Gérard et Isabelle se retrouvent sous la chaleur de la Vallée de la mort à la demande de leur fils Michael disparu qui dans une ultime lettre leur promet de réapparaitre une dernière fois si ces derniers acceptent sans condition cette requête absurde de rester sept jours ensemble dans la vallée en attendant son signe. Ils ne se sont pas vus depuis des années et vont se retrouver sous la chaleur écrasante d’un désert californien et se confronter à l’ancien couple qu’il formait et à leur culpabilité de parents qui ont en commun d’avoir perdu leur fils.
Au départ, un long travelling de dos sur Huppert qui se dirige vers sa chambre d’hôtel. La plupart du film est d’ailleurs filmée en travelling se resserrant toujours davantage sur les deux personnages qu’on ne quitte presque pas et alternant des plans dans l’immensité torride de la Vallée de la mort rebaptisée « Vallée de l’amour » par un Nicloux très inspiré.

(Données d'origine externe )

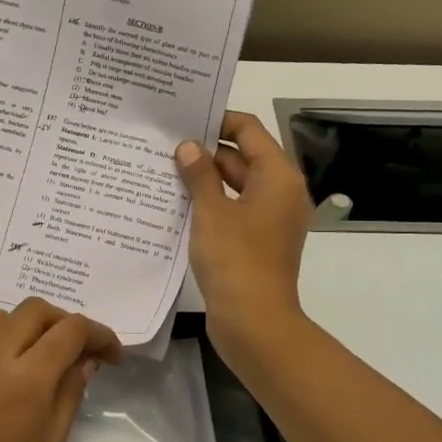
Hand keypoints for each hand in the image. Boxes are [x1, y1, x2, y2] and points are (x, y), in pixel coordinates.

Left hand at [0, 300, 121, 441]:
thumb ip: (70, 393)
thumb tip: (84, 360)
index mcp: (28, 378)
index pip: (71, 331)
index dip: (99, 335)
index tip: (113, 355)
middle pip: (32, 312)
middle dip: (63, 323)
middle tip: (78, 353)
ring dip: (18, 327)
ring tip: (33, 355)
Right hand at [174, 111, 311, 354]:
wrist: (254, 323)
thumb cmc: (236, 260)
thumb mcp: (212, 212)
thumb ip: (199, 174)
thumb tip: (189, 146)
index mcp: (278, 176)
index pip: (249, 130)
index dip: (218, 120)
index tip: (183, 118)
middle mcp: (279, 192)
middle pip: (242, 157)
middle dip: (205, 151)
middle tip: (163, 143)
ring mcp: (269, 218)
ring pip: (235, 185)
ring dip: (204, 178)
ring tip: (162, 169)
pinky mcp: (256, 241)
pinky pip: (232, 210)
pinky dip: (210, 203)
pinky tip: (176, 202)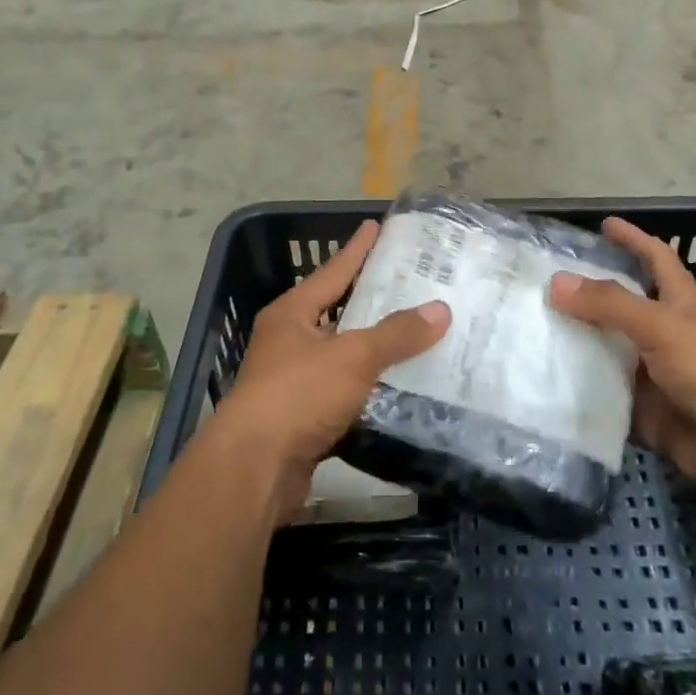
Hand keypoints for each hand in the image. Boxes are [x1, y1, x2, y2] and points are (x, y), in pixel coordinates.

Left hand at [215, 219, 449, 518]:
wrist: (254, 468)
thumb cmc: (298, 394)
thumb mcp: (353, 356)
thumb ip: (397, 333)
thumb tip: (440, 310)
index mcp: (292, 313)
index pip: (333, 271)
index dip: (357, 249)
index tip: (376, 226)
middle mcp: (289, 341)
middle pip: (337, 311)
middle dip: (371, 299)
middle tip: (411, 282)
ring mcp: (293, 381)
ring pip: (342, 354)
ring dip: (373, 347)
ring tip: (415, 332)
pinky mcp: (302, 418)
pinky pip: (345, 392)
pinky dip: (369, 387)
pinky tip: (399, 385)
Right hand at [548, 218, 695, 518]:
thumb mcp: (661, 326)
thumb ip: (609, 303)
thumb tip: (556, 281)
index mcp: (680, 302)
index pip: (654, 258)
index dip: (632, 239)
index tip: (603, 224)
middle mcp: (665, 333)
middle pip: (621, 305)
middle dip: (587, 294)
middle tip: (541, 283)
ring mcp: (654, 374)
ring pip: (607, 350)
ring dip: (576, 343)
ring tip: (529, 328)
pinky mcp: (643, 411)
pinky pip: (604, 395)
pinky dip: (579, 390)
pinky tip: (542, 381)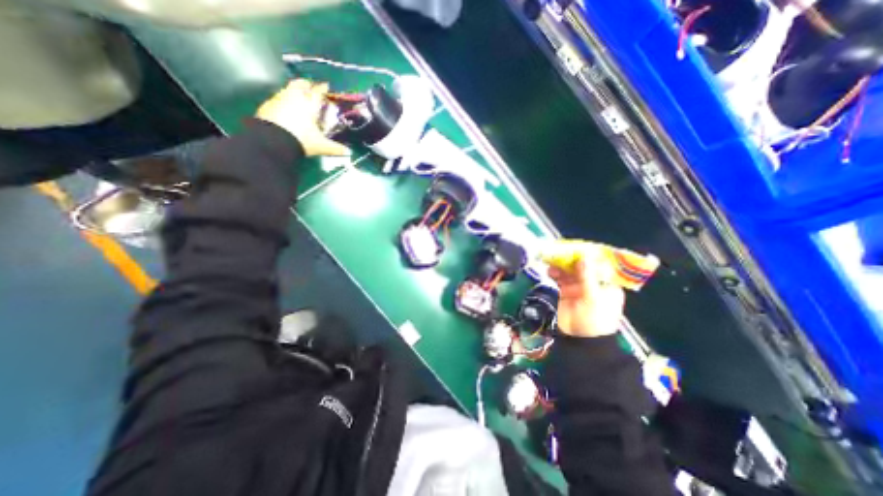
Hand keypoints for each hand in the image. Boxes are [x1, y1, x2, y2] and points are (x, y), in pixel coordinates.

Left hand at [255, 80, 351, 155]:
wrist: (273, 142)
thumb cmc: (302, 140)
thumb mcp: (321, 146)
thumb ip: (335, 148)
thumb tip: (349, 152)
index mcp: (309, 105)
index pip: (317, 92)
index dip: (322, 88)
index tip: (326, 86)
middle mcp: (294, 98)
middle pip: (300, 84)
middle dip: (306, 84)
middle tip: (310, 87)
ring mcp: (279, 99)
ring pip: (287, 89)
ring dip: (293, 91)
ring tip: (298, 98)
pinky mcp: (267, 105)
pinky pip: (277, 99)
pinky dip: (283, 101)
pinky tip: (285, 109)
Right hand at [550, 259, 623, 337]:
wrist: (579, 339)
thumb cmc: (594, 319)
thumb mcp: (593, 297)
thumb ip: (587, 277)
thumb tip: (583, 257)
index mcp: (606, 284)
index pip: (599, 265)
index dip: (589, 256)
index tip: (578, 247)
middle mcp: (593, 283)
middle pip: (582, 266)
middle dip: (571, 260)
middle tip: (560, 252)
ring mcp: (579, 287)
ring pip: (569, 271)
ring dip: (561, 266)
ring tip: (552, 262)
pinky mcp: (566, 291)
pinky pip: (560, 278)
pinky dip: (555, 274)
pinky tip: (550, 271)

Depardieu arrive enfin dégoulinant de sueur préférant rester dans sa voiture climatisée que sous le soleil et finit par sortir de sa tannière pour accompagner Isabelle dans des courtes marches. On n’assiste à rien d’autre que leur errance presque statique et moite, leurs conflits passés qui reviennent au galop, leurs blessures de parents coupables, leur complicité retrouvée d’anciens amants échaudés, leur incommunicabilité. Tout est dit quand Isabelle parle de Glenn Gould dont elle a découvert qu’il était atteint du syndrome d’Asperger au cours d’un documentaire visionné en pleine nuit. On devine leurs solitudes tristes, leurs désillusions passées, leur résignation à survivre au deuil de leur fils et à se rattacher à ce/ceux qui reste(nt), loin de la vie rêvée des personnages qu’ils interprètent (ils sont tous les deux des acteurs connus, tiens tiens).

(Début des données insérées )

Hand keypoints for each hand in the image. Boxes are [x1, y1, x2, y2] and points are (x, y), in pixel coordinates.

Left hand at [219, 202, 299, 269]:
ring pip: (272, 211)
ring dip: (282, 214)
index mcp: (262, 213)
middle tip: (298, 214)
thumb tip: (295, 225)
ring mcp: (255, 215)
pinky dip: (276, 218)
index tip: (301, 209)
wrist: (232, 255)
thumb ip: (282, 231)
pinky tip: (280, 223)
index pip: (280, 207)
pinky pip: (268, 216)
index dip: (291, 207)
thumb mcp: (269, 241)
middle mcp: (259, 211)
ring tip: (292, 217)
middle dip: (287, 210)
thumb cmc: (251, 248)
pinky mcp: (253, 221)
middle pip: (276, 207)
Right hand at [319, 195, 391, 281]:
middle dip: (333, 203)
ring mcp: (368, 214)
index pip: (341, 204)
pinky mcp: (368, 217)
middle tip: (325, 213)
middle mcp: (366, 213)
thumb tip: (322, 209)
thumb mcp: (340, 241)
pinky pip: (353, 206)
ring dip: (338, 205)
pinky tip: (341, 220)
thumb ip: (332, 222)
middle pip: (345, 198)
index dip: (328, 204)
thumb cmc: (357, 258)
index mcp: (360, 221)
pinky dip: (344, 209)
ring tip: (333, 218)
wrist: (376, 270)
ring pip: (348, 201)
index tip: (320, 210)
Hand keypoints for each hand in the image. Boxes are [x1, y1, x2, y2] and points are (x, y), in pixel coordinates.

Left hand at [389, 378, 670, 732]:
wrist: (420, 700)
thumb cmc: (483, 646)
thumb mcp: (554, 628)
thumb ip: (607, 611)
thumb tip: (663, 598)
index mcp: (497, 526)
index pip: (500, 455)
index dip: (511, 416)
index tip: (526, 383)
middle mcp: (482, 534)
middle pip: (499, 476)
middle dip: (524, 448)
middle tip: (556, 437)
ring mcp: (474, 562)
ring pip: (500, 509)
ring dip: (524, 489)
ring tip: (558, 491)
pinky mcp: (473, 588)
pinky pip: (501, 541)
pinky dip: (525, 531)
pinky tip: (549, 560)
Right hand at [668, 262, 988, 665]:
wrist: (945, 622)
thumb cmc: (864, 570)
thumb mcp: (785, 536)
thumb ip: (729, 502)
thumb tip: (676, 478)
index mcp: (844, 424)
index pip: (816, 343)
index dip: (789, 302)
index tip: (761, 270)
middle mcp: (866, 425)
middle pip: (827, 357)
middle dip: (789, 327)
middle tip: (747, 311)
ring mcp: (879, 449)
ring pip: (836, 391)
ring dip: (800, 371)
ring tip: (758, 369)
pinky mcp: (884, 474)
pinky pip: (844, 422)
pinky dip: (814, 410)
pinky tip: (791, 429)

Si les similitudes entre leurs personnages et eux demeure présente, elle ne constitue en rien un signe grossier qui soulignerait une mise en abime facile. Certes ils portent le même prénom, ont la même profession et bien sûr on pense à Guillaume, fils disparu de Depardieu mais cela ne rajoute en rien à un désir de véracité documentaire quelconque surfaite. On est captivés par ces deux monstres du cinéma face à eux mêmes, sans fard, qui ne jouent pas, qui sont, et c’est bien là toute la force du film et de sa mise en scène dépouillée. Pas un plan sans eux qui n’occupent tout l’espace, sans respiration, comme suffocant sous tous ces non dits, ces coups de gueule vains que viennent radoucir la connivence et la souffrance commune.

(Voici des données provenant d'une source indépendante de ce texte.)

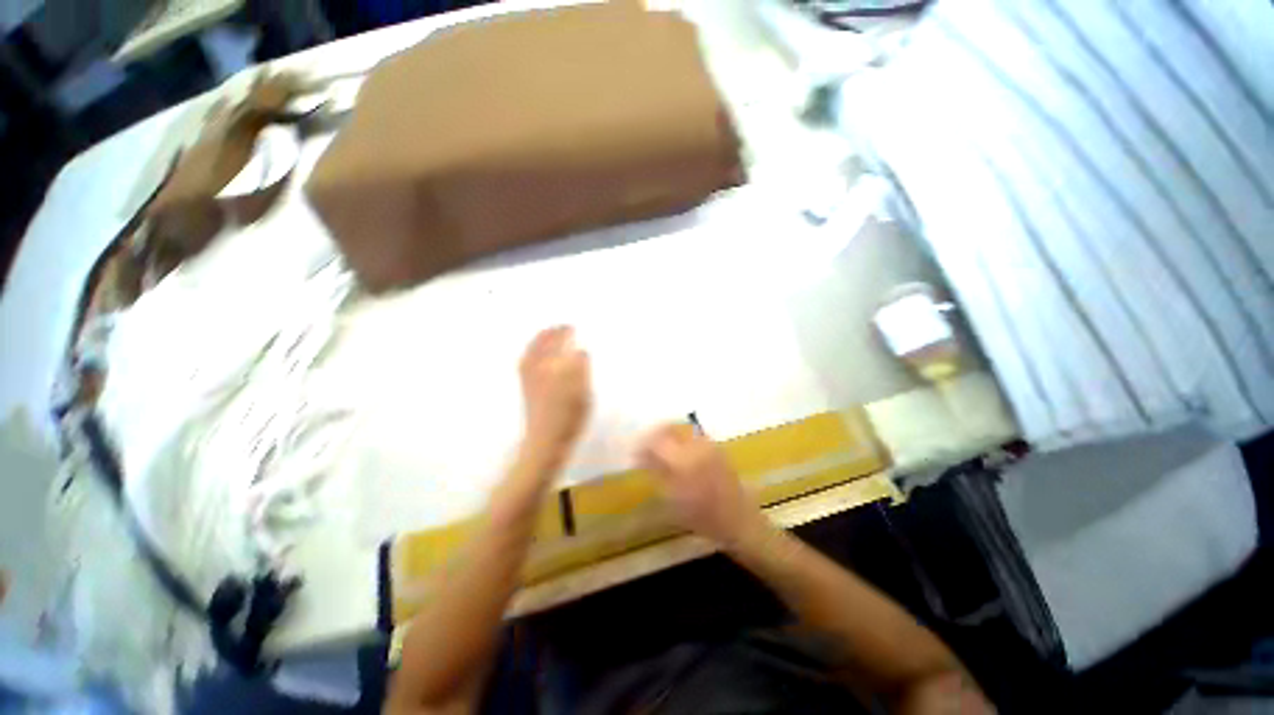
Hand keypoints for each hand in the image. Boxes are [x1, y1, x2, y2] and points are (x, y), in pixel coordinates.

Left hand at [519, 326, 590, 467]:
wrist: (545, 439)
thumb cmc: (569, 416)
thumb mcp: (583, 391)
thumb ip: (581, 367)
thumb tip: (580, 351)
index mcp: (555, 366)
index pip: (561, 342)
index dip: (567, 333)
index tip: (572, 327)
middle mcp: (539, 367)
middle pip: (545, 344)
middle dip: (553, 333)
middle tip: (562, 326)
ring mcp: (529, 377)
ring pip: (533, 351)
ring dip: (540, 339)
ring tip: (548, 333)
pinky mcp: (525, 386)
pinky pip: (525, 361)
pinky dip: (530, 351)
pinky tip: (535, 353)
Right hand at [638, 424, 765, 546]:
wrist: (740, 521)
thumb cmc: (704, 517)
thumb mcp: (673, 499)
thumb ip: (657, 473)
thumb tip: (641, 457)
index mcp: (684, 460)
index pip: (655, 440)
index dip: (641, 444)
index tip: (634, 454)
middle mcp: (696, 445)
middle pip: (668, 427)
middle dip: (653, 434)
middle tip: (645, 449)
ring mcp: (708, 444)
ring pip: (681, 429)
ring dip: (667, 435)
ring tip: (659, 451)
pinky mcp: (716, 447)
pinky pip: (692, 435)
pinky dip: (680, 439)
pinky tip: (677, 454)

Arrive enfin le signe du fils suicidé, comme une tache verte caché derrière la roche rouge et dévoile un Depardieu ému, bouleversé, sans mots à l’inverse d’Huppert soudain hystérique. Loin d’un voyage métaphysique, Valley of love nous plonge davantage au coeur d’un mythe et nous rappelle simplement que tout n’est pas rationnel, nous échappe, tout comme nos émotions pour le meilleur comme pour le pire.